Exercise goal: Look over the data below and give the number of lines containing the word "roads", with no other words.

[Dataset records Boundary: Start]

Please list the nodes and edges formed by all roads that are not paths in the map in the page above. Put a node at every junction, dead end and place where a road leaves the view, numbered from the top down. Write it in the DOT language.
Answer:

[Dataset records Boundary: End]
[Dataset records Boundary: Start]

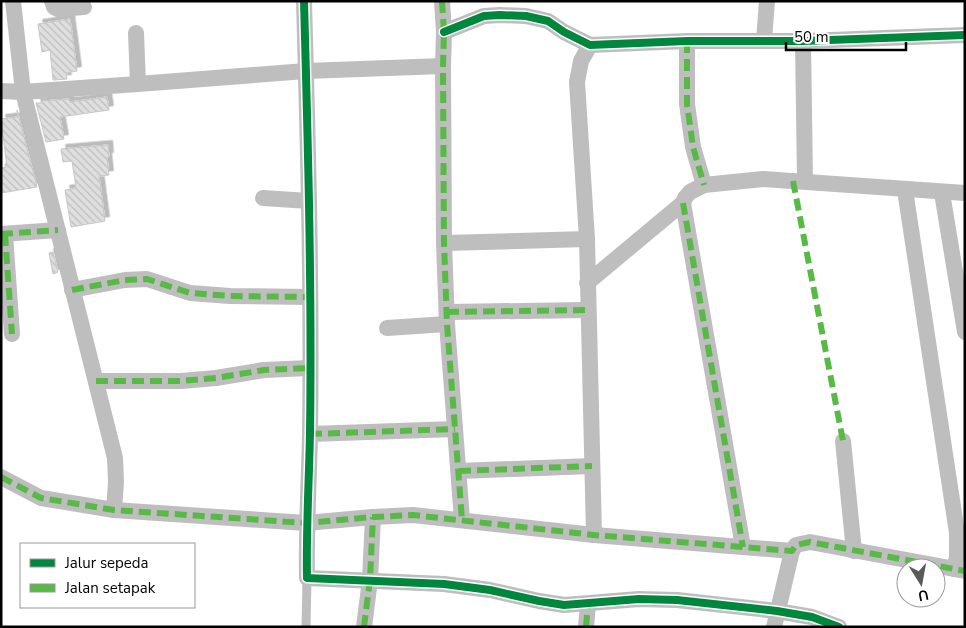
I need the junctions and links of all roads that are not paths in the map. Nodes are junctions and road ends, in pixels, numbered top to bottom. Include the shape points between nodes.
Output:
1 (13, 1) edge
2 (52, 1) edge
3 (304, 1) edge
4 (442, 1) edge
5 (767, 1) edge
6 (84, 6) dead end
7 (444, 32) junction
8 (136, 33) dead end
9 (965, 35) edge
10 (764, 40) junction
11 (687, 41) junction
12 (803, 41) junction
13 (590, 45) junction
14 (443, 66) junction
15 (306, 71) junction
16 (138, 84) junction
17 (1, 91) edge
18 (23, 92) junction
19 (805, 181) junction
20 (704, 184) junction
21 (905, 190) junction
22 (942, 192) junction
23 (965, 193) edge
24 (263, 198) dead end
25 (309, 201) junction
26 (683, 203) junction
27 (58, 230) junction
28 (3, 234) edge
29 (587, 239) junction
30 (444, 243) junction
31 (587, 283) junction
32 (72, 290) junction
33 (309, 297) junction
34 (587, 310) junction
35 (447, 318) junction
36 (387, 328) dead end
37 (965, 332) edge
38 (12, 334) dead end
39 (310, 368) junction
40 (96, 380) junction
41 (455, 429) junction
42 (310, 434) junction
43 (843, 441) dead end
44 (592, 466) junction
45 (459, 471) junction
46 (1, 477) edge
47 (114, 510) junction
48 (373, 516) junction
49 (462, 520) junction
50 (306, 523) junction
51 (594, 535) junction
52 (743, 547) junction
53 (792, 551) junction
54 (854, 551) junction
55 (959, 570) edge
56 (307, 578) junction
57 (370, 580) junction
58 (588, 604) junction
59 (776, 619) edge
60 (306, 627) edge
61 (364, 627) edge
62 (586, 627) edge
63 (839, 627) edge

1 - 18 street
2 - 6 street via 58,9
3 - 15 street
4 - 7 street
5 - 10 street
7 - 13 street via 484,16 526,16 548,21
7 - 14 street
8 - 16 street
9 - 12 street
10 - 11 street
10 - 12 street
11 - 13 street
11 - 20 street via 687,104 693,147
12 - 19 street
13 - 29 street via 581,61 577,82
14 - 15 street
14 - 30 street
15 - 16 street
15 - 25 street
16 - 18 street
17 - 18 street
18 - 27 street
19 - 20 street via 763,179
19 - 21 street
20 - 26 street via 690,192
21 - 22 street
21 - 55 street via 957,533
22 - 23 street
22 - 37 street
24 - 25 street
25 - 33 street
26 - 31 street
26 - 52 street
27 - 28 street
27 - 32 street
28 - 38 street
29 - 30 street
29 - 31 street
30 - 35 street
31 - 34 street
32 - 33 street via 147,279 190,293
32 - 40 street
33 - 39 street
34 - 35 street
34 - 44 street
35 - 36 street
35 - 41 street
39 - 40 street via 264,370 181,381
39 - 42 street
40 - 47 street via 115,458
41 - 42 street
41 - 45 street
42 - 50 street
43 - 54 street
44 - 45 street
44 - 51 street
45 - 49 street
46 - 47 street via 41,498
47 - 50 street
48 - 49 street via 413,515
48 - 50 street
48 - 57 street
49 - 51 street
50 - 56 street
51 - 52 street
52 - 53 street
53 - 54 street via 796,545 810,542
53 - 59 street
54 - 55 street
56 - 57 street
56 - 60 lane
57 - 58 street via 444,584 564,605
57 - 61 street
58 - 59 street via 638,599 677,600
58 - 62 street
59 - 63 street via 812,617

[Dataset records Boundary: End]

Answer for the task: 2